Yes we can. There’s great examples of this the world over. A lot of people do find politics inaccessible and so anything that can help break it down and make it more penetrable can only be a good thing.
55- How serious are you politically and is the political side of you as important as the comedy? Not to say you want to be a politician!!
I am quite political, I follow it, I’m interested in it and I definitely am affected by it. Comedy is more important though. If comedy is my wife, politics is my cousin that I love hanging out with, but ultimately I have to get back home.
55- Do you shape your comedy to reflect the current political mood?
Parts of it. I don’t try and over do it. I have to always remember that an audience has come primarily to laugh... Anything that I want to impart has to be secondary to making them laugh.
55- Why is Edinburgh Fringe Festival such a great platform for comedians?
A. because you get to perform a show for 25 times consecutively, that will make you a stronger performer;
B. because it’s so much fun, you will meet so many new people and take away so many awesome memories; and
C. if your show flies it can change your life. It’s the biggest expo for comedians in the world, we’re there to sell our wares and the rewards can be awesome.
55- Who are you looking forward to seeing as an audience member?
People who smile and then laugh. It’s really tough staring out at people who have miserable resting faces (they don’t know they’re doing it), because it just makes you think they hate the show when that might not be the case.
55- What is your advice to aspiring comedians?
Gig hard, write hard, persevere and have a sense of self-awareness i.e. find out what works for you and hone that, don’t try and be someone you’re not, the audience will know.
55- What is the oddest heckle you’ve ever received?
Some woman interrupted a performance once by yelling out bacon. Completely unsolicited.

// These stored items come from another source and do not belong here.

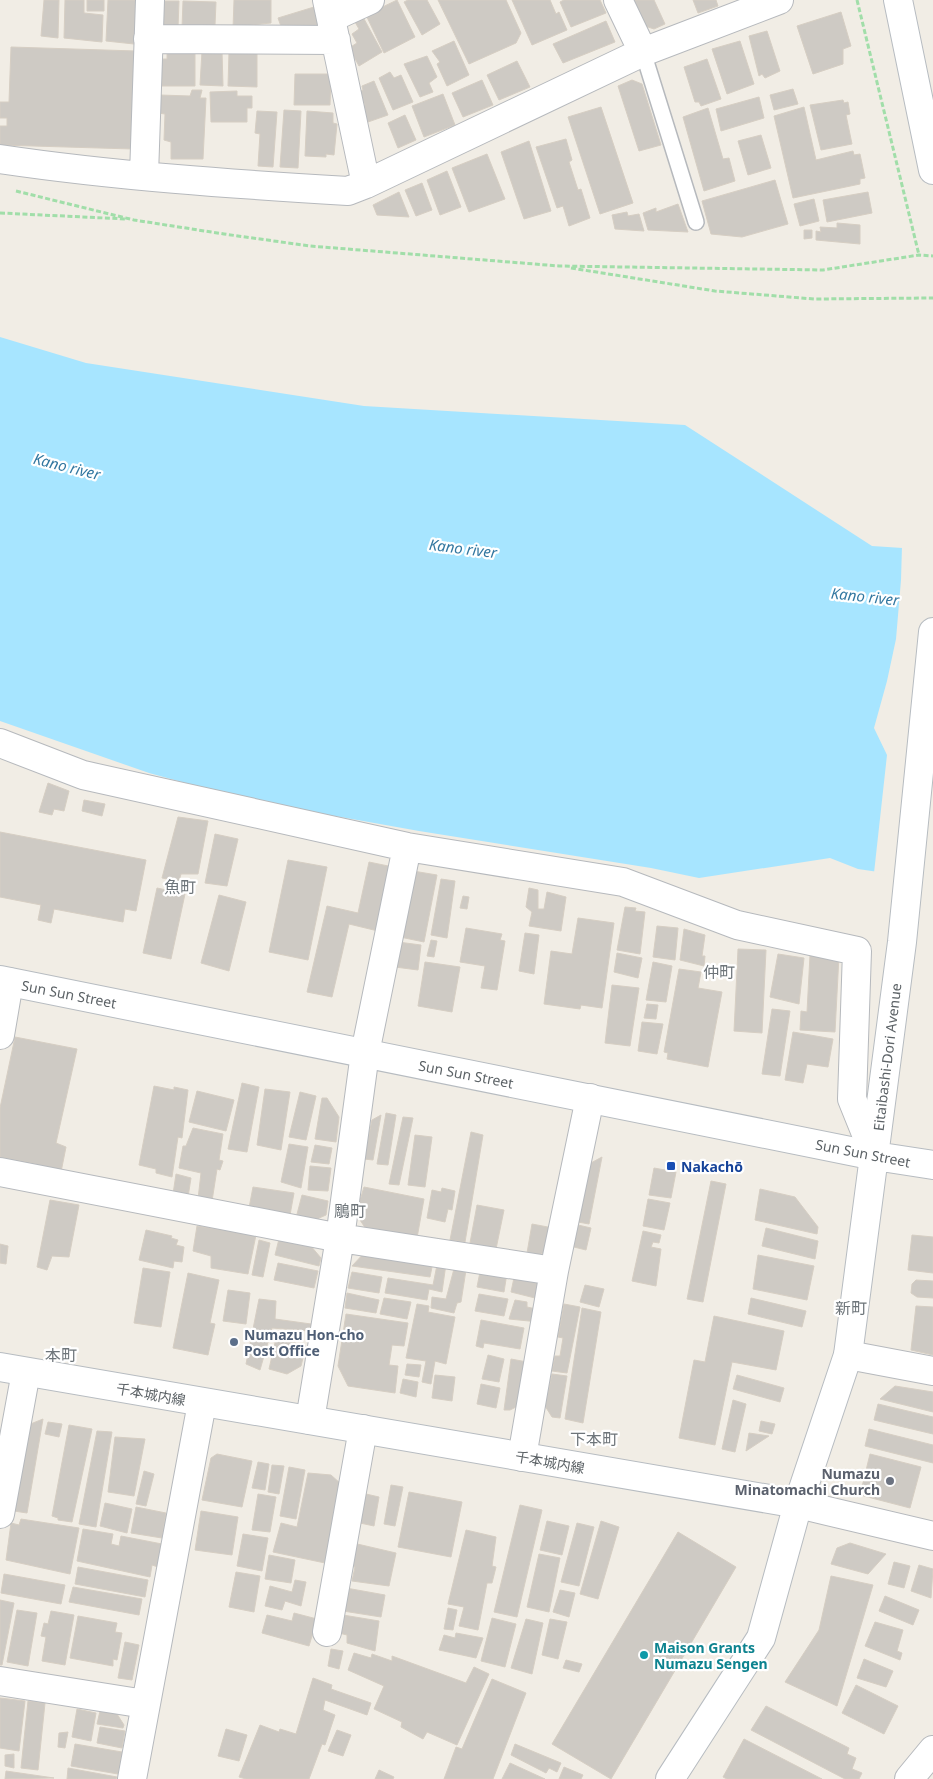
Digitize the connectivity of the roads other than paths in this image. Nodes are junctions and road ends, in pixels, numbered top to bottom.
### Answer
1 (150, 0) edge
2 (370, 0) edge
3 (618, 0) edge
4 (779, 0) edge
5 (898, 0) edge
6 (331, 19) edge
7 (148, 39) junction
8 (642, 52) junction
9 (926, 105) edge
10 (0, 159) edge
11 (933, 170) edge
12 (144, 175) junction
13 (366, 184) junction
14 (696, 222) dead end
15 (933, 632) edge
16 (0, 743) edge
17 (407, 847) junction
18 (5, 981) edge
19 (0, 1036) edge
20 (365, 1054) junction
21 (590, 1098) junction
22 (875, 1156) junction
23 (933, 1166) edge
24 (0, 1172) edge
25 (340, 1238) junction
26 (554, 1271) junction
27 (848, 1355) junction
28 (13, 1369) edge
29 (933, 1371) edge
30 (202, 1403) junction
31 (310, 1420) junction
32 (363, 1429) junction
33 (522, 1457) junction
34 (798, 1504) junction
35 (0, 1514) edge
36 (933, 1536) edge
37 (327, 1632) dead end
38 (0, 1681) edge
39 (145, 1704) junction
40 (931, 1756) edge
41 (132, 1779) edge
42 (670, 1779) edge
43 (909, 1779) edge

1 - 7 street
2 - 6 street
3 - 8 street
4 - 8 street
5 - 9 street
6 - 7 street
6 - 13 street
7 - 12 street
8 - 13 street
8 - 14 lane
9 - 11 street
10 - 12 street
12 - 13 street
15 - 22 street, Eitaibashi-Dori Avenue
16 - 17 street
17 - 20 street
17 - 22 street
18 - 19 street
18 - 20 street, Sun Sun Street
20 - 21 street, Sun Sun Street
20 - 25 street
21 - 22 street, Sun Sun Street
21 - 26 street
22 - 23 street, Sun Sun Street
22 - 27 street, Eitaibashi-Dori Avenue
24 - 25 street
25 - 26 street
25 - 31 street
26 - 33 street
27 - 29 street
27 - 34 street, Eitaibashi-Dori Avenue
28 - 30 street, 千本城内線
28 - 35 street
30 - 31 street, 千本城内線
30 - 39 street
31 - 32 street, 千本城内線
32 - 33 street, 千本城内線
32 - 37 street
33 - 34 street, 千本城内線
34 - 36 street, 千本城内線
34 - 42 street
38 - 39 street
39 - 41 street
40 - 43 street

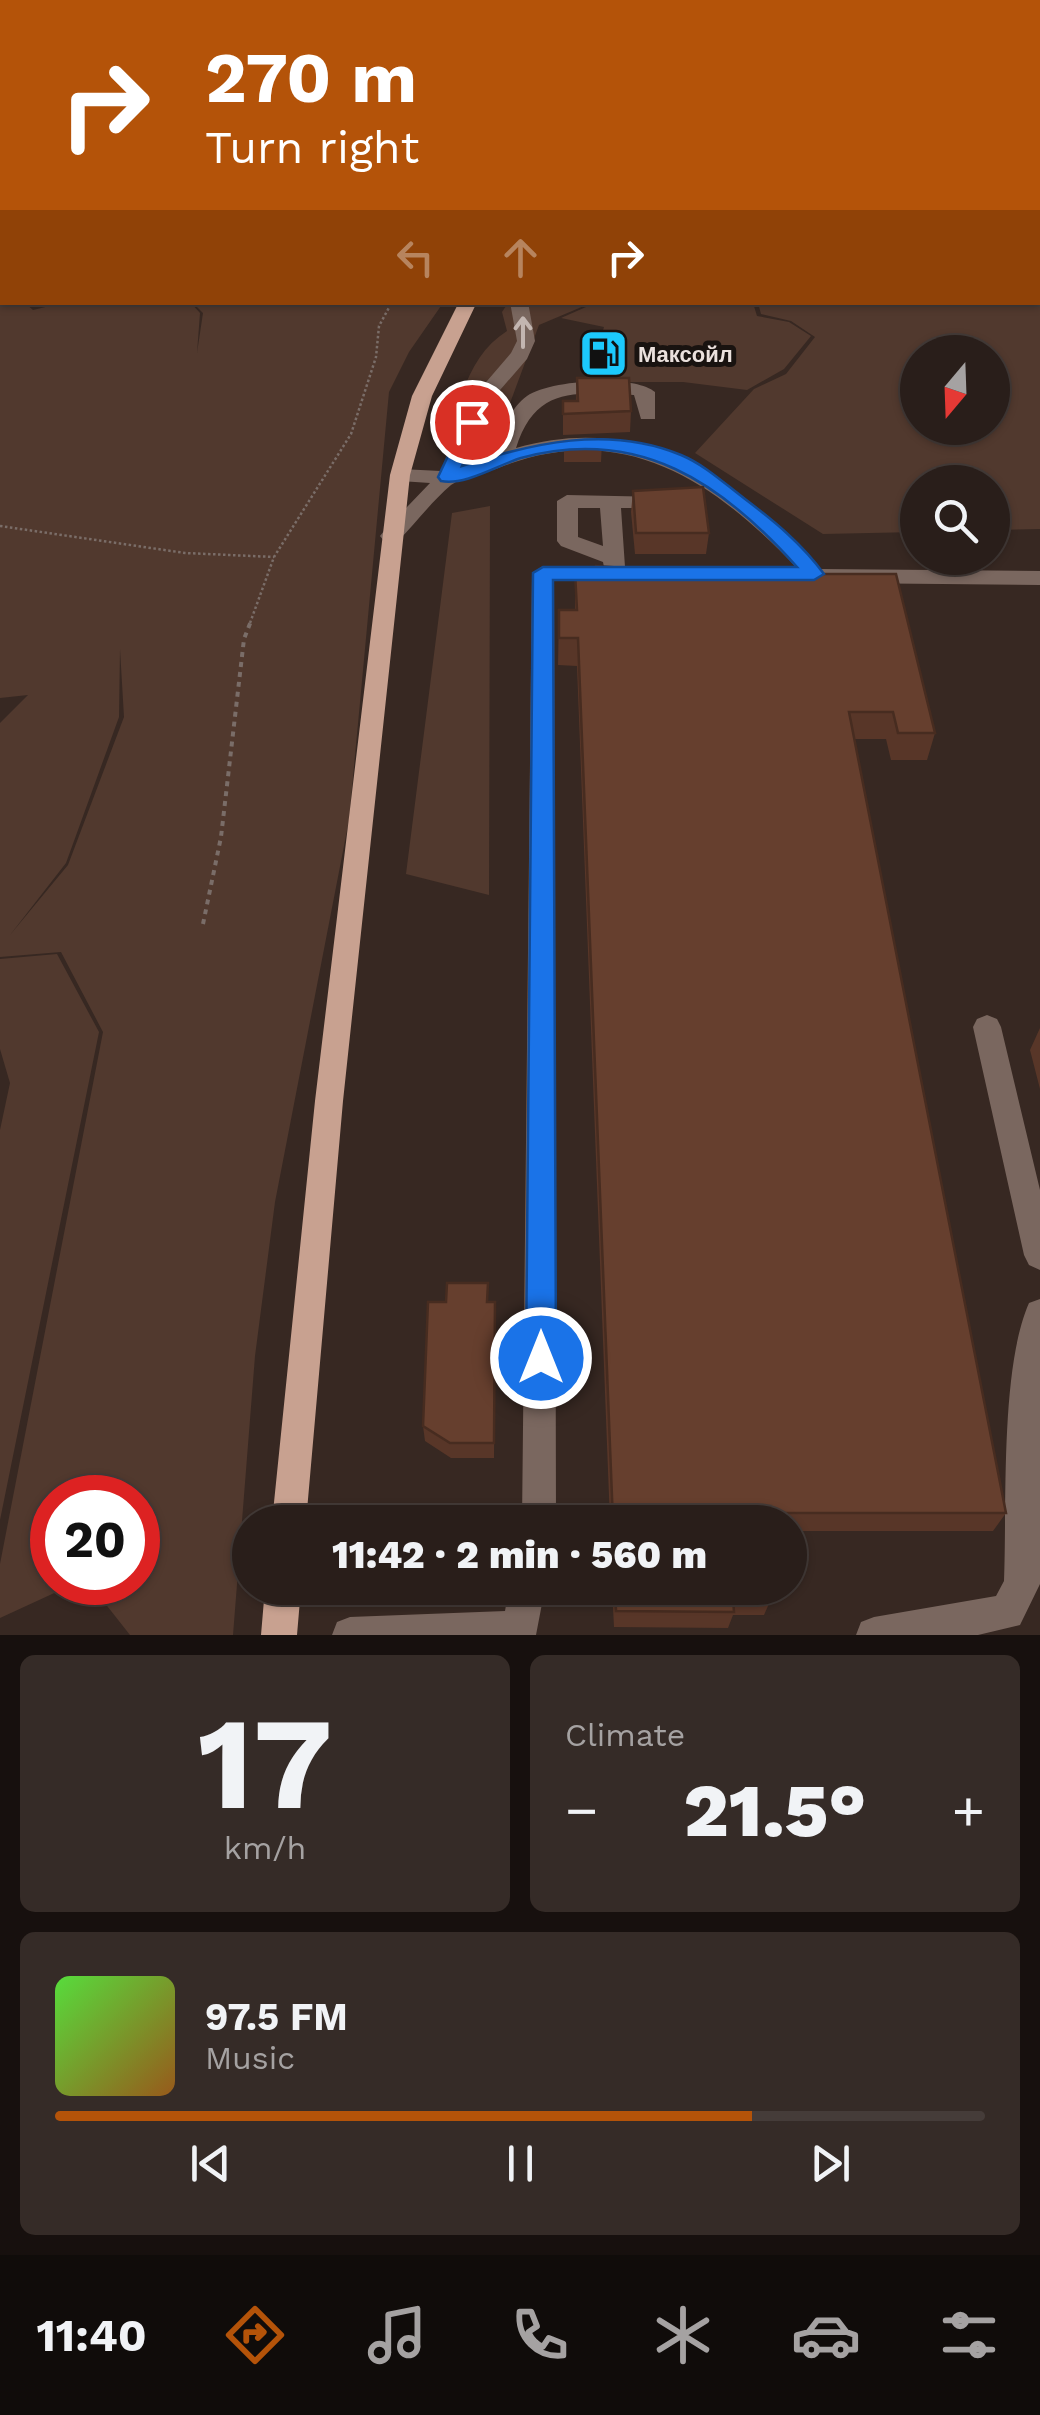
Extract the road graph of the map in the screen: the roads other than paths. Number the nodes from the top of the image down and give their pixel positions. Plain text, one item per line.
1 (467, 305) edge
2 (519, 305) edge
3 (648, 414) dead end
4 (502, 460) junction
5 (400, 475) junction
6 (448, 477) junction
7 (610, 501) junction
8 (656, 502) edge
9 (392, 536) junction
10 (614, 566) junction
11 (814, 574) junction
12 (1040, 578) edge
13 (987, 1027) dead end
14 (1040, 1255) edge
15 (1040, 1314) edge
16 (291, 1505) edge
17 (539, 1505) edge
18 (282, 1605) edge
19 (528, 1605) edge
20 (529, 1632) edge
21 (279, 1635) edge
22 (350, 1635) edge
23 (874, 1635) edge

1 - 5 main road
6 -> 2 lane
3 - 4 lane
4 - 6 lane
4 - 11 lane
5 - 6 lane
5 - 9 main road
6 - 9 lane
7 - 8 lane
7 - 10 lane
7 - 10 lane
9 - 16 main road
10 - 11 lane
10 - 17 lane
11 - 12 lane
13 - 14 lane
15 - 23 lane
18 - 21 main road
19 - 20 lane
20 - 22 lane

I gave her what-for let me tell you.
55- What is next for you?
I’m hoping this show lands well with audiences, critics and the industry and I can tour it early next year around the country and it opens up even more doors for me to write and develop my own scripted comedy for TV. Oh and hopefully a second series of the radio show would be sweeeet.
'Tez Ilyas – Made In Britain will be at the Edinburgh Festival Pleasance Courtyard – for the month of August for tickets go to www.edfringe.com’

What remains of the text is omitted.